On préfère diaboliser “ les spéculateurs “ au lieu de comprendre qu’inexorablement nous devenons tous non rentables et que c’est le critère de la rentabilité même ainsi que ses bases, qui sont celles de la société de travail, qu’il faut attaquer comme obsolètes. Cette image de l’ennemi à bon marché, tous la cultivent : les extrémistes de droite et les autonomes, les braves syndicalistes et les nostalgiques du keynésianisme, les théologiens sociaux et les animateurs de télévision, bref tous les apôtres du “ travail honnête « . Très rares sont ceux qui comprennent que, de là à remobiliser la folie antisémite, il n’y a qu’un pas : invoquer le capital réel “ créateur “ et d’extraction nationale contre le capital financier “ accapareur « , “ juif “ et international risque de devenir le dernier mot de la Gauche de l’Emploi intellectuellement aux abois.
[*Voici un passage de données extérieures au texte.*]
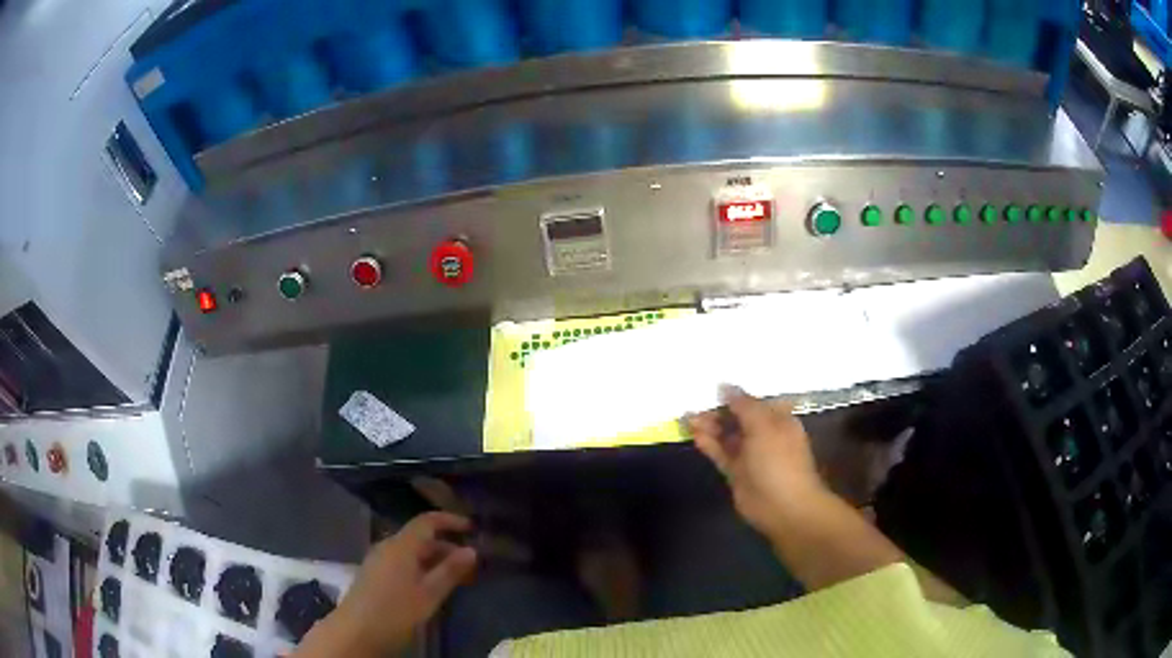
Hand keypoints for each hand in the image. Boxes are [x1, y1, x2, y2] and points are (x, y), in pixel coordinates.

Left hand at [308, 512, 476, 655]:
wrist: (356, 631)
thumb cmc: (395, 611)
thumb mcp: (428, 594)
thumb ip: (450, 571)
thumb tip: (472, 550)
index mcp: (401, 546)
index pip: (427, 521)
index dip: (450, 521)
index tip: (472, 528)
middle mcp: (388, 547)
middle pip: (420, 538)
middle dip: (447, 547)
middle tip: (471, 565)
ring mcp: (378, 560)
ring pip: (411, 552)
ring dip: (435, 560)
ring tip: (456, 578)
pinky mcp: (374, 574)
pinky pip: (402, 562)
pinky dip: (421, 569)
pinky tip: (431, 587)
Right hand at [687, 387, 827, 538]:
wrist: (783, 507)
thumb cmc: (779, 460)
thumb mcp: (763, 425)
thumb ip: (743, 404)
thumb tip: (724, 385)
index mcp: (778, 419)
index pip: (753, 400)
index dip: (734, 394)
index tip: (710, 386)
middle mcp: (764, 434)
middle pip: (737, 417)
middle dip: (718, 411)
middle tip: (694, 404)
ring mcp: (750, 454)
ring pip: (727, 435)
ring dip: (710, 427)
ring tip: (689, 418)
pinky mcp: (736, 472)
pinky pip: (721, 453)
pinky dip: (709, 444)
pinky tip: (695, 435)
De toute façon, c’est déjà le dernier mot de la Droite de l’Emploi par nature raciste, antisémite et anti-américaine


« Dès que le travail, sous sa forme immédiate, a cessé d’être la source principale de la richesse, le temps de travail cesse et doit cesser d’être sa mesure, et la valeur d’échange cesse donc aussi d’être la mesure de la valeur d’usage. […] La production basée sur la valeur d’échange s’effondre de ce fait, et le procès de production matériel immédiat se voit lui-même dépouillé de sa forme mesquine et contradictoire ».